I know aliens aren't abducting people--don't think that I consider this a rational fear. Fear is rarely rational at all.

As a child, probably from ten or eleven up until seventeen or so, I did think aliens really were coming to Earth and snatching people up from their homes in the night. You have to realize that this was right in the middle of the X-Files decade and before the Internet was really around to allow a young kind unlimited resources with which to research the idea of UFOs flying around in the night, striking people with beams of light and taking them away for all sorts of horrific shit. My sources for understanding aliens and how they interacted with the people of the planet were limited to movies like that, the X-Files, book with titles like UFO Encounters and late night specials on the Discovery Channel (this was back when Discovery seemed like a pretty reputable source and only played their crazy alien shit late at night when most people didn't see it.)

I realize that these days the idea of being actually afraid of an alien is somewhat laughable. Even in the 90s when aliens were more like zombies in terms of popularity people treated them, in general, as more like a joke than a threat. People sold stuffed  "grays" and wore t-shirts with UFOs on them. 

But to me, in those younger years and even to a degree today, aliens were never a cute thing, or a joke or something. I would read the accounts of people who claimed to have been abducted and feel chills. Even now when I listen to that stuff I get freaked out. Even though I know it didn't really happen, even though I know there aren't aliens creeping around my door or looking through the windows of my house.

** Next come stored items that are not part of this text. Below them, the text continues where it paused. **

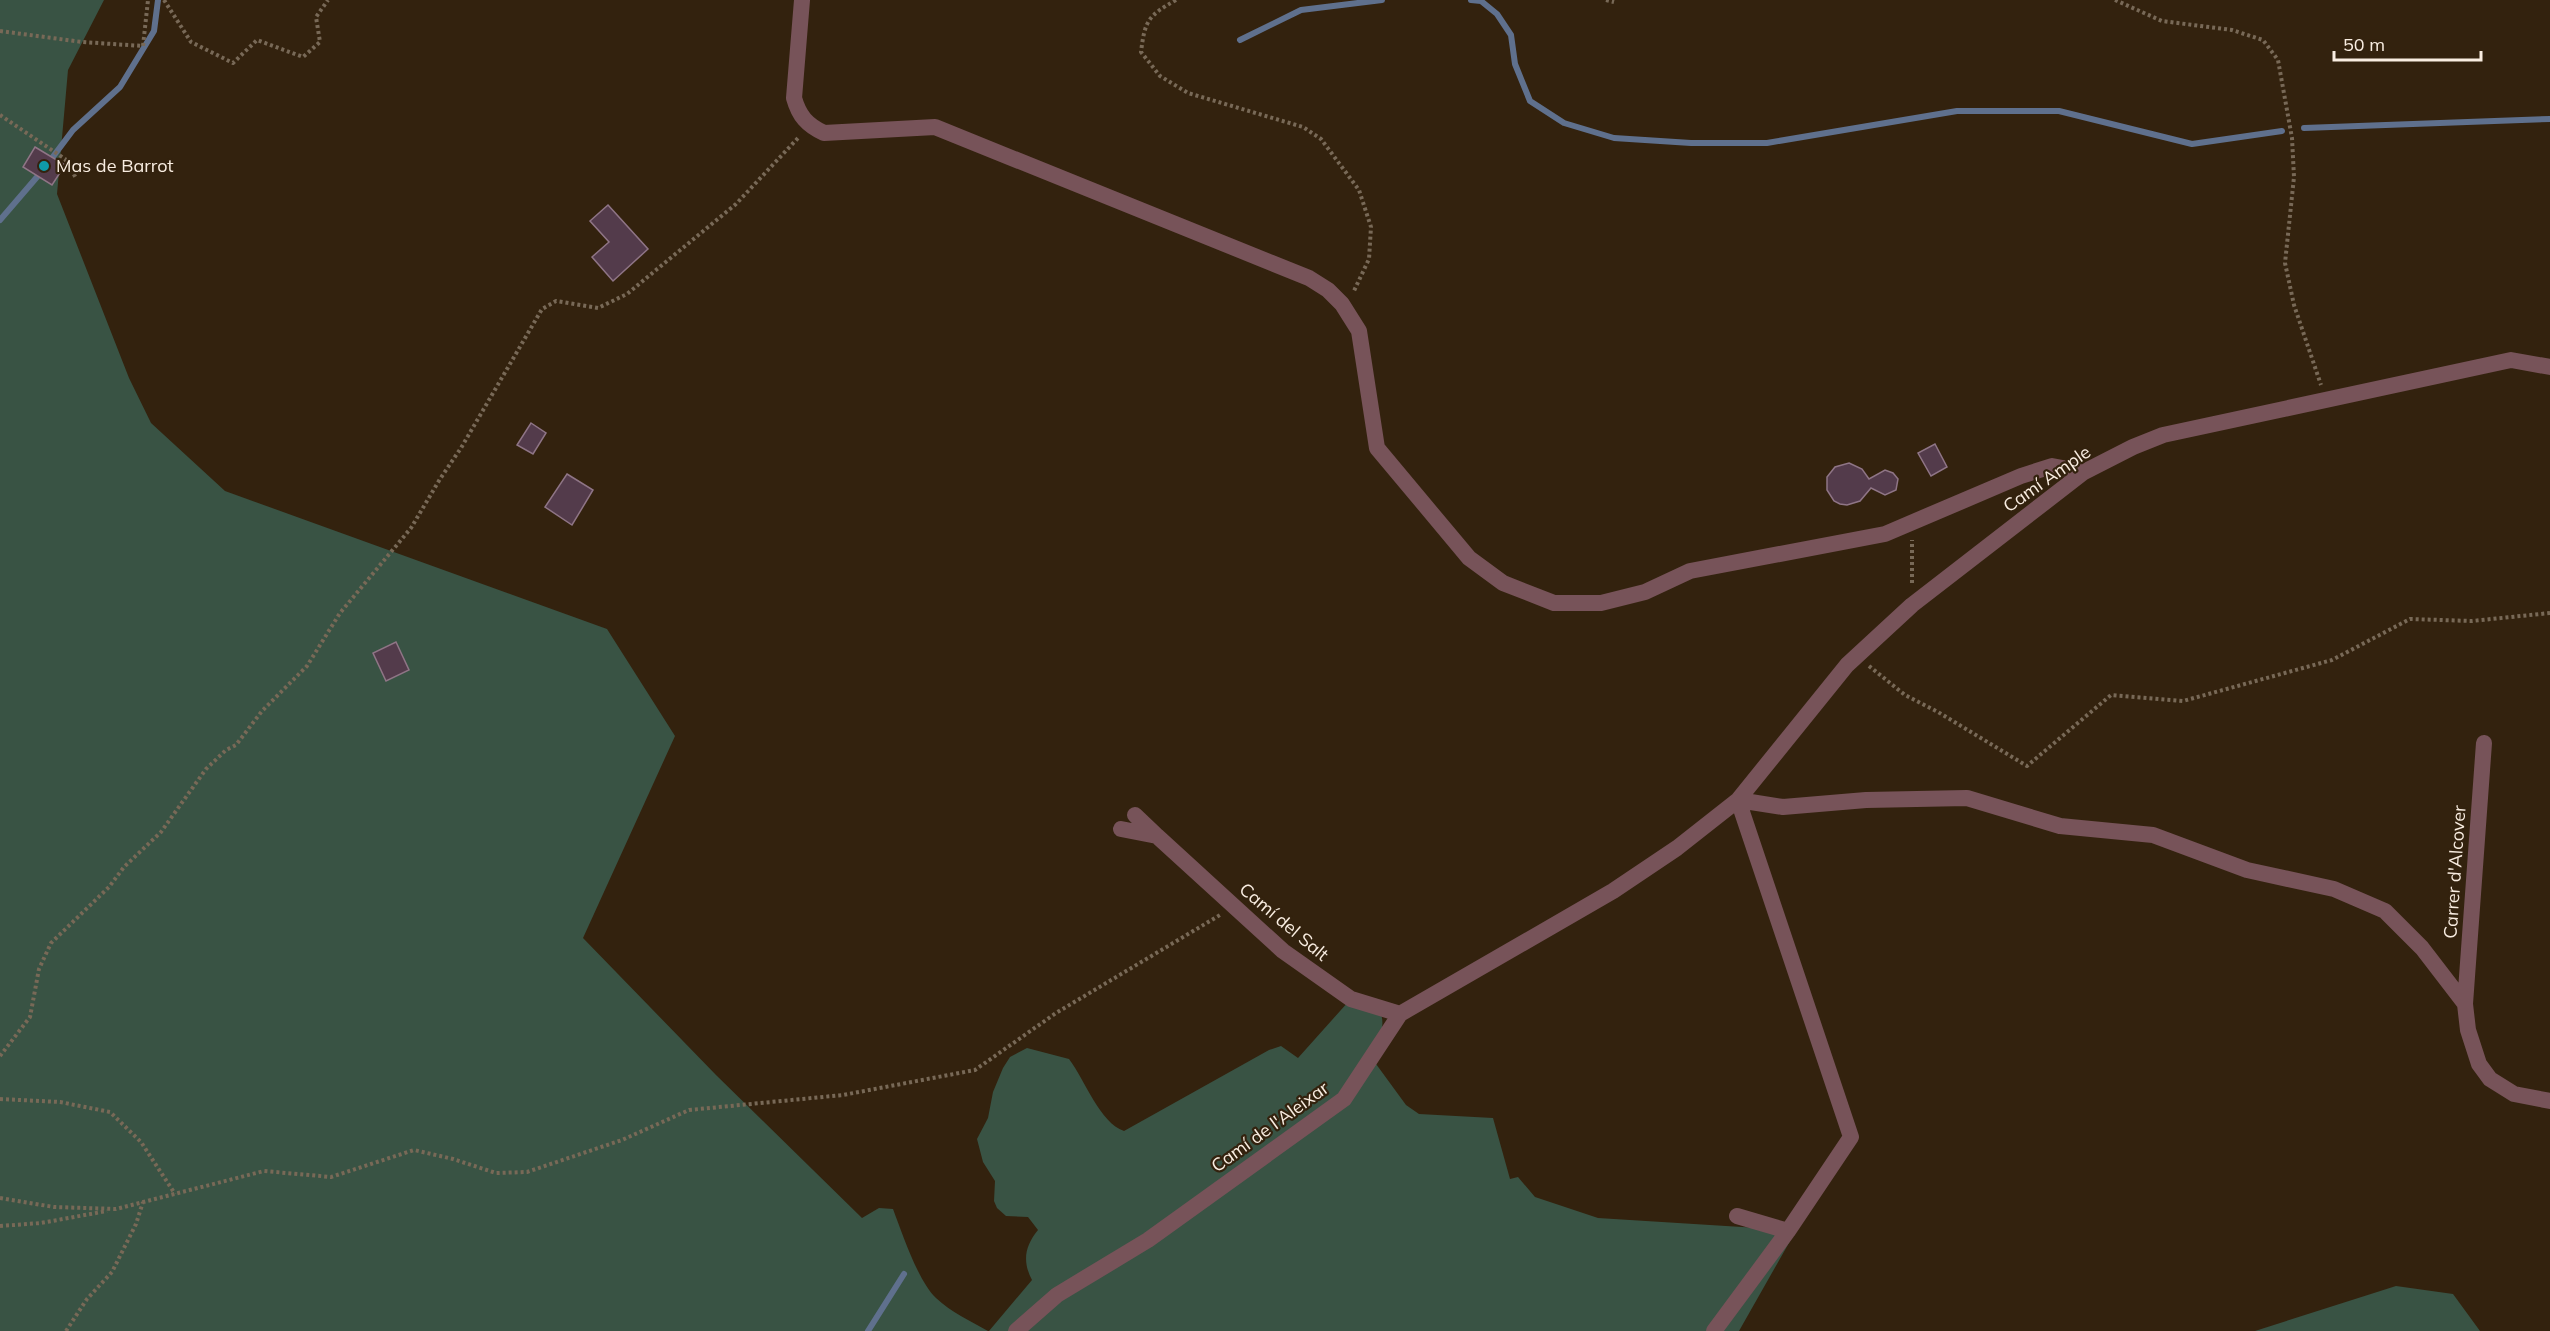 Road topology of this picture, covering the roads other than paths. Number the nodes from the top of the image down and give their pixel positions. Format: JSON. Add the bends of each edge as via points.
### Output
{"nodes":[{"id":1,"x":802,"y":0,"type":"edge"},
{"id":2,"x":2550,"y":367,"type":"edge"},
{"id":3,"x":2084,"y":472,"type":"junction"},
{"id":4,"x":2484,"y":743,"type":"dead end"},
{"id":5,"x":1738,"y":800,"type":"junction"},
{"id":6,"x":1134,"y":815,"type":"dead end"},
{"id":7,"x":1121,"y":830,"type":"dead end"},
{"id":8,"x":1157,"y":836,"type":"junction"},
{"id":9,"x":2465,"y":1004,"type":"junction"},
{"id":10,"x":1400,"y":1014,"type":"junction"},
{"id":11,"x":2550,"y":1101,"type":"edge"},
{"id":12,"x":1737,"y":1215,"type":"dead end"},
{"id":13,"x":1788,"y":1231,"type":"junction"},
{"id":14,"x":1016,"y":1331,"type":"edge"},
{"id":15,"x":1714,"y":1331,"type":"edge"}],
"edges":[{"from":1,"to":3,"type":"street","via":[[794,98],[798,112],[809,125],[824,133],[935,127],[1309,278],[1328,290],[1359,331],[1377,448],[1469,558],[1503,583],[1554,603],[1601,603],[1645,592],[1690,571],[1885,534],[2052,466]]},
{"from":2,"to":3,"type":"street","name":"Camí Ample","via":[[2511,360],[2163,435]]},
{"from":3,"to":5,"type":"street","name":"Camí Ample","via":[[1912,605],[1846,665]]},
{"from":4,"to":9,"type":"street","name":"Carrer d'Alcover"},
{"from":5,"to":9,"type":"street","via":[[1783,807],[1967,798],[2060,826],[2153,835],[2247,870],[2334,889],[2385,911],[2422,948]]},
{"from":5,"to":10,"type":"street","name":"Camí de l'Aleixar","via":[[1613,891]]},
{"from":5,"to":13,"type":"street","via":[[1851,1137]]},
{"from":6,"to":8,"type":"street","name":"Camí del Salt"},
{"from":7,"to":8,"type":"street"},
{"from":8,"to":10,"type":"street","name":"Camí del Salt","via":[[1283,951],[1351,999]]},
{"from":9,"to":11,"type":"street","name":"Carrer d'Alcover","via":[[2479,1064],[2490,1079],[2514,1094]]},
{"from":10,"to":14,"type":"street","name":"Camí de l'Aleixar","via":[[1344,1099],[1148,1240],[1057,1295]]},
{"from":12,"to":13,"type":"street"},
{"from":13,"to":15,"type":"street"}]}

Just imagine. Try not to let your popular concepts of aliens interfere with your perception of it. Imagine lying in bed at night, imagine awakening and seeing the bedroom door ajar with something that is not a man standing in it--someone tall and impossibly thin, looking at you with flat, doll-dead eyes. Really stop and think about that realization, that you are not alone in the house, and that the thing standing in the doorway, looking down at you is seeing you, knowing where you are.

Don't look away from the screen, don't look behind you.

Imagine the thing moving towards you, imagine not being able to move, even to scream. Imagine that flat, emotionless face looming over you, inhumanly long hands wrapping around your mouth and pulling you from the bed. 

Imagine how the skin on your neck would prickle up if that thing was in the house now, moving around, watching you from behind, staring through a window. Looking at you the way you might look at an animal in a zoo.

That's fucking scary, isn't it?

Even now I still can get pretty freaked out by alien movies as an adult. I still sometimes have nightmares about them getting into the house. Hell, I even really liked the movie Signs just because the aliens scared the shit out of me.

I think most people have a thing like my aliens, something, either a monster or a type of person (or a specific person) or even a concept or thing that they get scared of just even when they know there's nothing to be afraid of.

I've always been interested in fear, of the feeling of being afraid. When I was young I'd seek out the alien stuff just to give myself those tingles. I devoured Stephen King books, Lovecraft books, even old issues of Creepy and Eerie that my older cousin had lying around. When I realized I wanted to write things my first thought was to write scary stories. I've moved away from wanting to be the next Stephen King (that is a lie. I'd love to be as successful as him--I'd be happy to be half as successful as Dean Koontz) but the idea of writing scary stories still fascinates me.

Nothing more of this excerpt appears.